I think you entirely missed the point of my post. I am using it as something fun to do with him. I'm not interested in showing in top level shows. I don't believe agility is something that has to be taught at a top ranking facility. It's certainly something that with the proper amount of research and reading can be taught by oneself. I am aware of the safety and he isn't going to be harmed doing anything I'm interested in doing with him. I like the facility I'm at, and I'm aware another poster here has been putting it down, but it's been vastly misrepresented and is a very good facility that I will continue to support. If I was looking to do anything but have fun with my puppy right now, I'd go somewhere that trained in full courses. As it is, he isn't going to be racing around an agility course at top speed at this facility.

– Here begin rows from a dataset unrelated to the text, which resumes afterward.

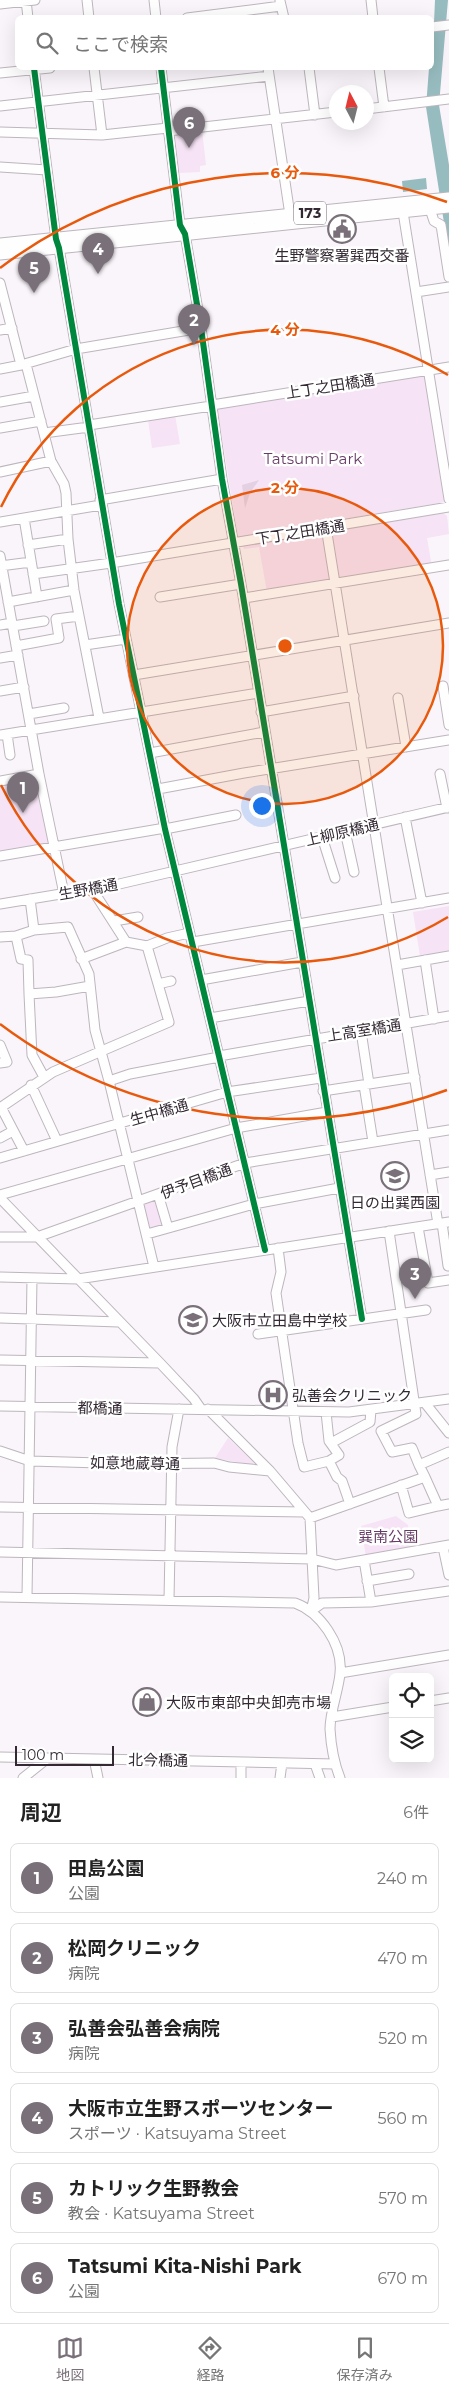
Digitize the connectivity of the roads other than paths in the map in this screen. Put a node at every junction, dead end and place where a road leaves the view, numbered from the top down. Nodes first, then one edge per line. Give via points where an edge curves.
1 (29, 0) edge
2 (87, 0) edge
3 (154, 0) edge
4 (371, 0) edge
5 (281, 3) edge
6 (0, 4) edge
7 (28, 15) edge
8 (89, 15) edge
9 (156, 15) edge
10 (206, 15) edge
11 (373, 15) edge
12 (449, 25) edge
13 (434, 27) edge
14 (20, 70) edge
15 (34, 70) edge
16 (94, 70) edge
17 (161, 70) edge
18 (309, 70) edge
19 (379, 70) edge
20 (269, 72) edge
21 (0, 73) edge
22 (164, 88) junction
23 (98, 95) junction
24 (446, 100) edge
25 (38, 102) junction
26 (0, 106) edge
27 (384, 107) junction
28 (374, 108) edge
29 (329, 113) edge
30 (315, 115) junction
31 (274, 119) junction
32 (168, 130) junction
33 (0, 132) edge
34 (42, 133) junction
35 (102, 136) junction
36 (0, 167) edge
37 (47, 170) junction
38 (441, 204) edge
39 (403, 212) junction
40 (290, 215) junction
41 (183, 230) junction
42 (0, 244) edge
43 (58, 244) junction
44 (0, 254) edge
45 (449, 277) edge
46 (0, 283) edge
47 (449, 288) edge
48 (416, 292) junction
49 (2, 298) edge
50 (12, 328) junction
51 (201, 328) junction
52 (0, 330) edge
53 (76, 349) junction
54 (24, 364) junction
55 (449, 367) edge
56 (0, 369) edge
57 (428, 370) junction
58 (34, 396) junction
59 (0, 402) edge
60 (212, 406) junction
61 (41, 421) junction
62 (89, 426) junction
63 (0, 428) edge
64 (44, 433) junction
65 (51, 461) junction
66 (0, 472) edge
67 (222, 479) junction
68 (449, 499) edge
69 (101, 503) junction
70 (449, 507) edge
71 (66, 511) junction
72 (24, 518) junction
73 (0, 522) edge
74 (326, 527) junction
75 (68, 539) junction
76 (234, 543) junction
77 (28, 545) junction
78 (0, 556) edge
79 (31, 562) junction
80 (111, 563) junction
81 (449, 565) edge
82 (1, 566) edge
83 (72, 569) junction
84 (33, 574) junction
85 (335, 583) junction
86 (241, 584) junction
87 (74, 590) junction
88 (37, 597) junction
89 (160, 597) dead end
90 (244, 598) junction
91 (5, 599) edge
92 (79, 616) junction
93 (44, 621) dead end
94 (449, 623) edge
95 (12, 624) junction
96 (0, 625) edge
97 (126, 639) junction
98 (344, 641) junction
99 (85, 645) junction
100 (17, 650) junction
101 (252, 656) junction
102 (0, 658) edge
103 (134, 675) junction
104 (443, 686) dead end
105 (24, 687) junction
106 (0, 691) edge
107 (258, 693) junction
108 (354, 696) junction
109 (398, 698) dead end
110 (64, 708) dead end
111 (141, 712) junction
112 (261, 712) junction
113 (28, 714) junction
114 (99, 718) junction
115 (449, 725) edge
116 (31, 729) junction
117 (264, 732) junction
118 (3, 734) edge
119 (449, 740) edge
120 (406, 746) junction
121 (150, 753) junction
122 (363, 754) junction
123 (10, 755) dead end
124 (270, 768) junction
125 (39, 774) junction
126 (440, 774) dead end
127 (0, 781) edge
128 (158, 789) junction
129 (448, 807) edge
130 (236, 815) dead end
131 (405, 818) junction
132 (374, 824) junction
133 (165, 829) junction
134 (345, 831) junction
135 (322, 837) junction
136 (56, 845) junction
137 (283, 846) junction
138 (0, 856) edge
139 (176, 870) junction
140 (354, 872) dead end
141 (335, 878) dead end
142 (92, 889) junction
143 (64, 894) junction
144 (449, 898) edge
145 (30, 899) junction
146 (422, 903) junction
147 (0, 904) edge
148 (388, 908) junction
149 (138, 917) dead end
150 (114, 921) junction
151 (296, 923) junction
152 (34, 930) junction
153 (189, 933) junction
154 (16, 936) junction
155 (0, 937) edge
156 (126, 942) junction
157 (193, 942) junction
158 (147, 946) junction
159 (449, 956) edge
160 (81, 959) junction
161 (425, 960) junction
162 (302, 962) junction
163 (398, 965) junction
164 (201, 980) junction
165 (171, 981) dead end
166 (158, 984) junction
167 (90, 986) junction
168 (29, 994) junction
169 (309, 1001) junction
170 (449, 1016) edge
171 (210, 1018) junction
172 (434, 1019) junction
173 (407, 1023) junction
174 (361, 1031) junction
175 (315, 1038) junction
176 (0, 1045) edge
177 (102, 1052) junction
178 (219, 1056) junction
179 (0, 1063) edge
180 (44, 1077) junction
181 (415, 1077) junction
182 (321, 1078) junction
183 (110, 1081) junction
184 (32, 1085) junction
185 (367, 1085) junction
186 (227, 1092) junction
187 (323, 1092) junction
188 (0, 1107) edge
189 (327, 1112) junction
190 (120, 1124) junction
191 (236, 1128) junction
192 (449, 1130) edge
193 (12, 1132) junction
194 (424, 1134) junction
195 (0, 1138) edge
196 (57, 1141) junction
197 (373, 1142) junction
198 (333, 1148) junction
199 (24, 1151) junction
200 (0, 1158) edge
201 (129, 1160) junction
202 (245, 1163) junction
203 (449, 1172) edge
204 (430, 1175) junction
205 (339, 1188) junction
206 (158, 1194) junction
207 (0, 1197) edge
208 (138, 1202) junction
209 (254, 1204) junction
210 (443, 1223) edge
211 (418, 1227) junction
212 (168, 1228) junction
213 (389, 1231) junction
214 (147, 1234) junction
215 (0, 1237) edge
216 (37, 1237) junction
217 (347, 1237) junction
218 (278, 1248) junction
219 (265, 1250) junction
220 (448, 1266) edge
221 (154, 1267) junction
222 (0, 1277) edge
223 (32, 1278) junction
224 (78, 1278) junction
225 (449, 1280) edge
226 (426, 1310) dead end
227 (402, 1314) junction
228 (0, 1318) edge
229 (31, 1319) junction
230 (362, 1320) junction
231 (119, 1322) junction
232 (282, 1331) junction
233 (258, 1334) dead end
234 (0, 1360) edge
235 (31, 1360) junction
236 (160, 1363) junction
237 (449, 1399) edge
238 (425, 1403) junction
239 (415, 1404) junction
240 (0, 1406) edge
241 (32, 1407) junction
242 (179, 1409) junction
243 (204, 1409) junction
244 (371, 1410) junction
245 (294, 1411) junction
246 (326, 1412) junction
247 (449, 1433) edge
248 (331, 1443) junction
249 (0, 1451) edge
250 (449, 1452) edge
251 (30, 1461) junction
252 (329, 1461) junction
253 (172, 1464) junction
254 (419, 1465) junction
255 (270, 1471) junction
256 (425, 1478) junction
257 (401, 1485) junction
258 (350, 1504) junction
259 (449, 1504) edge
260 (438, 1506) junction
261 (0, 1507) edge
262 (30, 1507) junction
263 (170, 1510) junction
264 (307, 1515) junction
265 (446, 1546) edge
266 (0, 1552) edge
267 (28, 1553) junction
268 (170, 1555) junction
269 (312, 1559) junction
270 (364, 1560) junction
271 (409, 1574) dead end
272 (449, 1575) edge
273 (367, 1581) junction
274 (449, 1591) edge
275 (0, 1597) edge
276 (27, 1597) junction
277 (169, 1600) junction
278 (371, 1602) junction
279 (311, 1611) junction
280 (449, 1655) edge
281 (340, 1673) junction
282 (449, 1698) edge
283 (434, 1700) edge
284 (389, 1708) edge
285 (332, 1717) junction
286 (0, 1758) edge
287 (48, 1758) junction
288 (94, 1759) junction
289 (241, 1762) junction
290 (282, 1763) junction
291 (315, 1764) junction
292 (335, 1764) junction
293 (23, 1778) edge
294 (98, 1778) edge
295 (241, 1778) edge
296 (280, 1778) edge
297 (320, 1778) edge
298 (340, 1778) edge

1 - 6 street
1 - 7 street
2 - 8 street
3 - 9 street
4 - 11 street
5 - 10 street
12 - 13 street
14 - 21 street
15 - 25 street
16 - 23 street
17 - 22 street
18 - 30 street
19 - 27 street
20 - 22 street
20 - 31 street
22 - 23 street
22 - 32 street
23 - 25 street
23 - 35 street
24 - 27 street
25 - 26 street
25 - 34 street
27 - 28 street
29 - 30 street
30 - 31 street
31 - 32 street
31 - 40 street
32 - 35 street
32 - 41 street
33 - 34 street
34 - 35 street
34 - 37 street
36 - 37 street
37 - 43 street
38 - 39 main road, 173
38 - 40 main road, 173
38 - 45 street via 434,221 441,225
39 - 41 main road, 173
39 - 48 street
40 - 41 main road, 173
41 - 43 main road, 173
41 - 51 street
42 - 43 main road, 173
43 - 44 main road, 173
43 - 53 street
46 - 49 street
47 - 48 street
48 - 57 street
49 - 50 street
50 - 52 street
50 - 54 street
51 - 53 street
51 - 60 street
53 - 54 street
53 - 62 street
54 - 56 street
54 - 58 street
55 - 57 street, 上丁之田橋通
57 - 60 street, 上丁之田橋通
57 - 68 street
58 - 59 street
58 - 61 street
60 - 62 street, 上丁之田橋通
60 - 67 street
61 - 63 street
61 - 64 street
62 - 64 street, 上丁之田橋通
62 - 69 street
64 - 65 street
65 - 66 street
65 - 71 street via 64,484
67 - 69 street
67 - 76 street
69 - 71 street
69 - 80 street
70 - 74 street, 下丁之田橋通
71 - 72 street
71 - 75 street
72 - 73 street
72 - 77 street
74 - 76 street, 下丁之田橋通
74 - 85 street
75 - 77 street
75 - 83 street
76 - 80 street, 下丁之田橋通
76 - 86 street
77 - 79 street
78 - 82 street
79 - 82 street
79 - 84 street
80 - 83 street, 下丁之田橋通
80 - 97 street
81 - 85 street
82 - 91 street
83 - 84 street, 下丁之田橋通
83 - 87 street
84 - 88 street
85 - 90 street
85 - 98 street
86 - 89 street
86 - 90 street
87 - 88 street
87 - 92 street
88 - 91 street
90 - 101 street
91 - 95 street
92 - 99 street
92 - 100 street via 56,619 59,638
93 - 95 street
94 - 98 street
95 - 96 street
95 - 100 street
97 - 99 street
97 - 103 street
98 - 101 street
98 - 108 street
99 - 114 street
100 - 102 street
100 - 105 street
101 - 103 street
101 - 107 street
103 - 111 street
104 - 115 street
105 - 106 street
105 - 113 street
107 - 111 street
107 - 112 street
108 - 112 street
108 - 122 street
109 - 120 street
110 - 113 street
111 - 114 street
111 - 121 street
112 - 117 street
113 - 116 street
114 - 116 street
116 - 118 street
116 - 125 street
117 - 121 street
117 - 124 street
118 - 123 street
119 - 120 street
120 - 122 street
121 - 128 street
122 - 124 street
122 - 132 street
124 - 128 street
124 - 137 street
125 - 127 street
125 - 136 street
126 - 129 street
128 - 133 street
129 - 131 street, 上柳原橋通
130 - 133 street
131 - 132 street, 上柳原橋通
131 - 146 street
132 - 134 street, 上柳原橋通
132 - 148 street
133 - 136 street
133 - 139 street
134 - 135 street, 上柳原橋通
134 - 140 street
135 - 137 street, 上柳原橋通
135 - 141 street
136 - 138 street
136 - 143 street
137 - 139 street, 上柳原橋通
137 - 151 street
139 - 142 street, 生野橋通
139 - 153 street
142 - 143 street, 生野橋通
142 - 150 street
143 - 145 street, 生野橋通
144 - 146 street
145 - 147 street, 生野橋通
145 - 152 street
146 - 148 street
148 - 151 street
148 - 163 street
149 - 150 street
150 - 156 street
151 - 157 street
151 - 162 street
152 - 154 street
152 - 160 street via 68,927
153 - 157 street
153 - 158 street
154 - 155 street
154 - 168 street via 21,959 28,960
156 - 158 street
156 - 160 street
157 - 164 street
158 - 166 street
159 - 161 street
160 - 167 street
161 - 163 street
161 - 172 street
162 - 164 street
162 - 169 street
163 - 173 street
164 - 171 street
165 - 166 street
166 - 177 street via 169,1022
167 - 168 street
167 - 177 street via 95,1030
168 - 180 street via 32,1055
169 - 171 street
169 - 175 street
170 - 172 street, 上高室橋通
171 - 178 street
172 - 173 street, 上高室橋通
173 - 174 street, 上高室橋通
173 - 181 street
174 - 175 street, 上高室橋通
174 - 185 street
175 - 178 street, 上高室橋通
175 - 182 street
176 - 179 street via 8,1062
177 - 180 street
177 - 183 street
178 - 183 street, 上高室橋通
178 - 186 street
180 - 184 street
181 - 185 street
181 - 194 street
182 - 186 street, 生中橋通
182 - 187 street
183 - 190 street
184 - 188 street
184 - 196 street
185 - 187 street
185 - 197 street
186 - 190 street, 生中橋通
186 - 191 street
187 - 189 street
188 - 193 street
189 - 191 street
189 - 198 street
190 - 196 street, 生中橋通
190 - 201 street
191 - 201 street
191 - 202 street
192 - 194 street, 伊予目橋通
193 - 195 street
193 - 199 street
194 - 197 street, 伊予目橋通
194 - 204 street
196 - 199 street, 生中橋通
197 - 198 street, 伊予目橋通
198 - 202 street, 伊予目橋通
198 - 205 street
199 - 200 street, 生中橋通
201 - 207 street
201 - 208 street
202 - 206 street, 伊予目橋通
202 - 209 street
203 - 204 street
204 - 210 street
205 - 209 street
205 - 217 street
206 - 208 street, 伊予目橋通
206 - 212 street
207 - 216 street
208 - 214 street
208 - 216 street, 伊予目橋通
209 - 212 street
209 - 219 street
210 - 211 street
210 - 220 street
211 - 213 street
211 - 225 street via 428,1283
212 - 214 street
213 - 217 street
213 - 227 street
214 - 221 street
215 - 216 street, 伊予目橋通
216 - 224 street
217 - 218 street
217 - 230 street
218 - 219 street
218 - 232 street via 281,1272 276,1293
219 - 221 street
221 - 224 street
222 - 223 street
223 - 224 street
223 - 229 street
224 - 231 street
226 - 227 street
227 - 230 street
227 - 239 street
228 - 229 street
229 - 231 street
229 - 235 street
230 - 232 street
231 - 236 street
232 - 233 street
232 - 245 street
234 - 235 street
235 - 236 street
235 - 241 street
236 - 243 street
237 - 238 street, 都橋通
238 - 239 street, 都橋通
238 - 247 street
239 - 244 street, 都橋通
239 - 254 street via 416,1414 381,1431 392,1452 412,1448
240 - 241 street, 都橋通
241 - 242 street, 都橋通
241 - 251 street
242 - 243 street, 都橋通
242 - 253 street
243 - 245 street, 都橋通
243 - 255 street
244 - 246 street, 都橋通
244 - 248 street via 370,1422
245 - 246 street, 都橋通
245 - 252 street via 304,1467
246 - 248 street
248 - 252 street via 339,1454
249 - 251 street, 如意地蔵尊通
250 - 254 street
251 - 253 street, 如意地蔵尊通
251 - 262 street
252 - 258 street via 342,1481
253 - 255 street, 如意地蔵尊通 via 214,1464
253 - 263 street
254 - 256 street
255 - 264 street
256 - 257 street
256 - 260 street
257 - 258 street
257 - 260 street via 409,1513
258 - 264 street
259 - 260 street
261 - 262 street
262 - 263 street
262 - 267 street
263 - 264 street
263 - 268 street
264 - 269 street
265 - 270 street
265 - 272 street
266 - 267 street
267 - 268 street
267 - 276 street
268 - 269 street
268 - 277 street
269 - 270 street via 336,1565
269 - 279 street via 314,1598
270 - 273 street
271 - 273 street
273 - 278 street
274 - 278 street
275 - 276 street
276 - 277 street
277 - 279 street via 294,1603
278 - 279 street via 322,1603
279 - 281 street via 330,1635
280 - 281 street
281 - 285 street
282 - 283 street
284 - 285 street
285 - 292 street via 330,1728
286 - 287 street, 北今橋通
287 - 288 street, 北今橋通
287 - 293 street
288 - 289 street, 北今橋通
288 - 294 street
289 - 290 street, 北今橋通
289 - 295 street
290 - 291 street, 北今橋通
290 - 296 street
291 - 292 street, 北今橋通
291 - 297 street
292 - 298 street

BTW - re: getting a feel for click/treat - this facility started us on clicker training when he was 10 wks old, so we are both familiar. He responds well to it so I kept using it at home even though they don't for some reason use the clicker past puppy class. Dante responds very well to it, and it's an effective way of training for many exercises, so I asked if I could use it in agility and was told it was no problem at all.


----------



## Rerun (Feb 27, 2006)

AgileGSD said:


> Silvia Trkman's websites have a lot of good info about foundation and agility training - FAQs, videos and she is even starting long distance classes (her long distance puppy class would probably be good for Dante).
> Blog:
> LoLaBu Land Experience
> 
> ...


Thank you for the links! That is exactly what I was looking for.  Appreciate you taking the time to post them!


----------



## MaggieRoseLee (Aug 17, 2001)

Rerun said:


> I appreciate the video.
> 
> I think you entirely missed the point of my post. I am using it as something fun to do with him. I'm not interested in showing in top level shows. I don't believe agility is something that has to be taught at a top ranking facility. It's certainly something that with the proper amount of research and reading can be taught by oneself. I am aware of the safety and he isn't going to be harmed doing anything I'm interested in doing with him. I like the facility I'm at, and I'm aware another poster here has been putting it down, but it's been vastly misrepresented and is a very good facility that I will continue to support. If I was looking to do anything but have fun with my puppy right now, I'd go somewhere that trained in full courses. As it is, he isn't going to be racing around an agility course at top speed at this facility.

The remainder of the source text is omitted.